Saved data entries
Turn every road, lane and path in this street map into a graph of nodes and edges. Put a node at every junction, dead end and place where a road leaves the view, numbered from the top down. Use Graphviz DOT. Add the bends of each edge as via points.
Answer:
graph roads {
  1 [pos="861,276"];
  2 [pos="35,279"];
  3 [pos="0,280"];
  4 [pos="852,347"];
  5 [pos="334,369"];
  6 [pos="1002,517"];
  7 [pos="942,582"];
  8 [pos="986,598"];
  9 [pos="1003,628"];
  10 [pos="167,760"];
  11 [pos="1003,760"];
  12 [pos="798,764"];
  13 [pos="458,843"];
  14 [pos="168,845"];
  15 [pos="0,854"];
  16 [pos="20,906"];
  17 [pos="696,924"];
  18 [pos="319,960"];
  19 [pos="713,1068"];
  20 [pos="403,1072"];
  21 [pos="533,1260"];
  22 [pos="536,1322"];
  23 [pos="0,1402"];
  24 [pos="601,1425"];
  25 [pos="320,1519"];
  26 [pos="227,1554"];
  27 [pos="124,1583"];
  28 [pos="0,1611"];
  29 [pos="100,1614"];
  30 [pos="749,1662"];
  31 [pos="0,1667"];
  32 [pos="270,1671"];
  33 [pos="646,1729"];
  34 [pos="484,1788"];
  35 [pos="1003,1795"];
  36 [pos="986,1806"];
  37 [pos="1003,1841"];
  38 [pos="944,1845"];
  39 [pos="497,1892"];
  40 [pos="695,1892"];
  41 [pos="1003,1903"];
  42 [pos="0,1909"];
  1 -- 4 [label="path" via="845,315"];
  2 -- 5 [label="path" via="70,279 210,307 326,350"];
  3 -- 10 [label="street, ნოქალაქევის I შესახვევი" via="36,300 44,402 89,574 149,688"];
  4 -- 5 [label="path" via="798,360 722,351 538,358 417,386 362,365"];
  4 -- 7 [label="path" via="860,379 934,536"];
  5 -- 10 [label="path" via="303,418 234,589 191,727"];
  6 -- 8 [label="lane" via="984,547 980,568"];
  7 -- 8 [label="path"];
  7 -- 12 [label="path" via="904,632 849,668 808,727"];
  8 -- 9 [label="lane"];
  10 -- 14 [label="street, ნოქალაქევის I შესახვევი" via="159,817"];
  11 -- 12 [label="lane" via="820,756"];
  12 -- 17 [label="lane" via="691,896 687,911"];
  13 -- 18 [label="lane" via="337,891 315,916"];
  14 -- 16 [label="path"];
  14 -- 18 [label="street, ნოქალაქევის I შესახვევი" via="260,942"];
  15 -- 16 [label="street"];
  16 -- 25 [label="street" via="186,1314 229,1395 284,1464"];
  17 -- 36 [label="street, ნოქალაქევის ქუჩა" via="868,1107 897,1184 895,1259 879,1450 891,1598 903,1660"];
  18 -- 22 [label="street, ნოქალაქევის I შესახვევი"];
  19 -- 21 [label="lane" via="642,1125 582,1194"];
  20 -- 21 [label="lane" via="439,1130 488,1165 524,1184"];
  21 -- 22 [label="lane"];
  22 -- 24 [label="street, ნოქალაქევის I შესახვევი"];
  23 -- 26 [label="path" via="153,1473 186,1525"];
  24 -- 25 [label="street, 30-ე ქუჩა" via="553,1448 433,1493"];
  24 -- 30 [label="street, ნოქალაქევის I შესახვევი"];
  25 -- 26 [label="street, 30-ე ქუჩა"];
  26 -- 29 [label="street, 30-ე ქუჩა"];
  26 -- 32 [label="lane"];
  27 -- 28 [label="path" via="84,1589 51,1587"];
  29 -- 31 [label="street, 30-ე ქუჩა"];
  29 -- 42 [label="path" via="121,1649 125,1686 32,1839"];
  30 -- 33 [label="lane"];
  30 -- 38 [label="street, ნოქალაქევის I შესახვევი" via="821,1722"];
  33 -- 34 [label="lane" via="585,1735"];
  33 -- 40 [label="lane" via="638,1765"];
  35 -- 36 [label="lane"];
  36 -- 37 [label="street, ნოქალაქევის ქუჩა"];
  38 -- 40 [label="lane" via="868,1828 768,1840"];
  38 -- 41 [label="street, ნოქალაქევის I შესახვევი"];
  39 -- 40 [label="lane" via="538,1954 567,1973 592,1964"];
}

▶ [AIM OF THE TASK]: Your answer should be only the number of lines in the records that hold the word "graph".

▶ [YOUR RESPONSE]: 2